In practice, however, the case for Privates on Parade is a little less compelling. For Washingtonians who’ve endured Joe Orton’s What the Butler Saw over at the Signature Theatre, Privates is nearly deja vu all over again: Both scripts offer stale vaudeville gags, crude double-entendres, the usual cross-dressing, and feeble blows against the empire (British, as if you couldn’t guess from the cross-dressing). Still, Nichols’ play is more diverse than Orton’s, in both themes and moods, and Studio’s production is consistently lively and inventive. For fans of bold stagecraft, two bits of business involving water—actual, make-things-wet water—are worth the trip to 14th and P.

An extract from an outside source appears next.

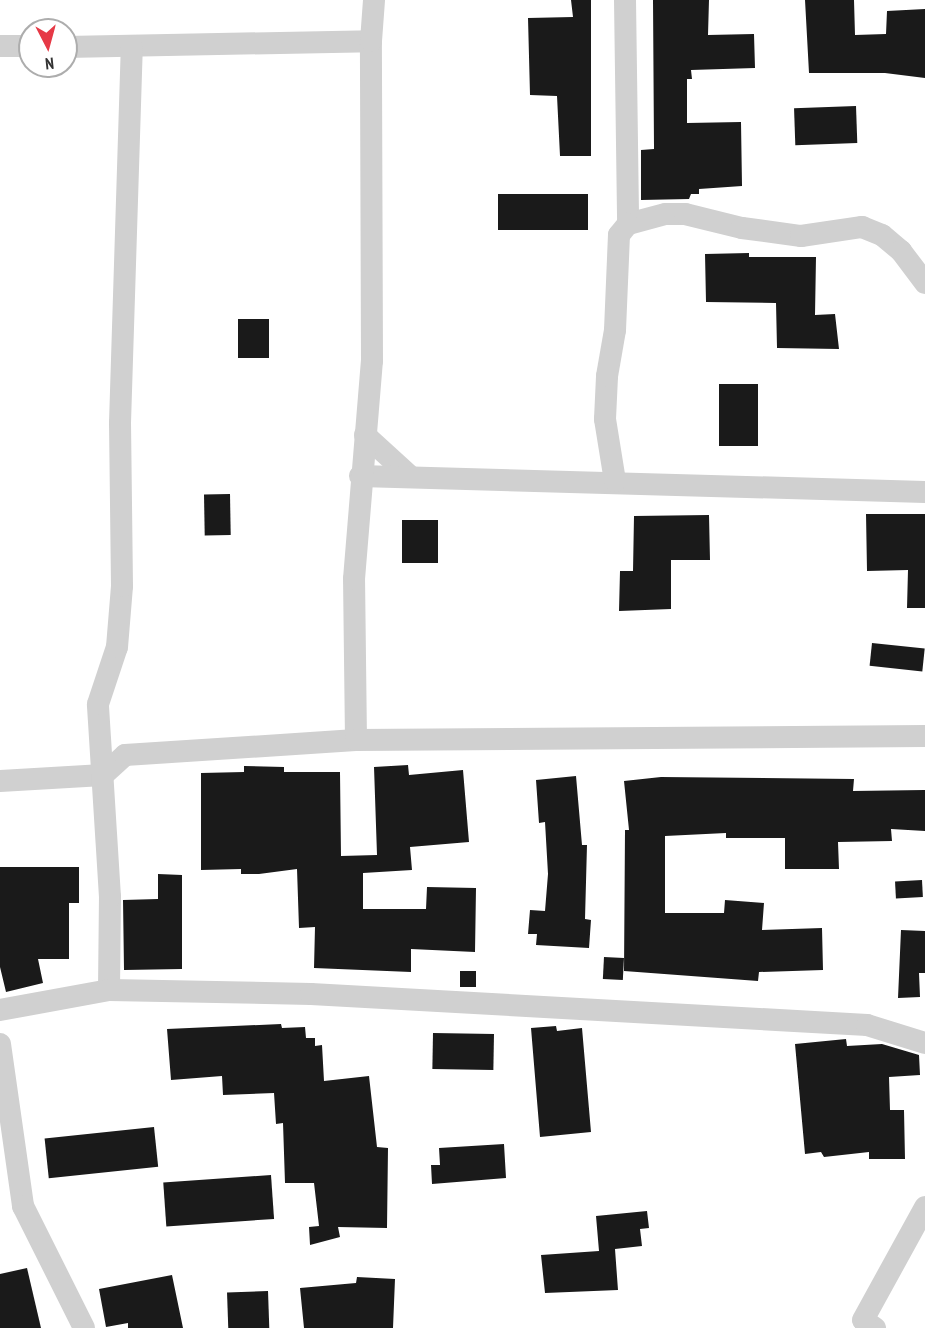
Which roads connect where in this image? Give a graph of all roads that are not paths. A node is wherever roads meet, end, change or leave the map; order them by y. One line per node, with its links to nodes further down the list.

Nichols’ play was inspired by his late-’40s tour of duty in what was then Malaya, entertaining the British and Gurkha troops who were battling a Communist insurrection (which the Brits decorously termed “the Malayan Emergency”). Like other European powers, Britain after World War II tried to reclaim the parts of its Asian empire that had been conquered by the Japanese, only to find that the locals wouldn’t resubmit to colonial rule. Into this charged climate steps young Pvt. Steven Flowers (Jon Cohn), a new recruit who’s been trained for intelligence duty but assigned to the entertainment squad. Flowers is soon presented with two competing—and equally cartoonish—father figures. Acting Capt. Terri Dennis (Shakespeare Theatre company member Floyd King) is the Song and Dance Unit’s campy star, who dons dresses and wigs to impersonate Marlene Dietrich, Carmen Miranda, and Vera Lynn; Maj. Giles Flack (Arena and Studio regular J. Fred Schiffman) is the stuffy commanding officer, who hasn’t been to the theater since 1935. Flack believes that his mission is to bring Christianity to the lesser races; Dennis calls Jesus “Jessica.”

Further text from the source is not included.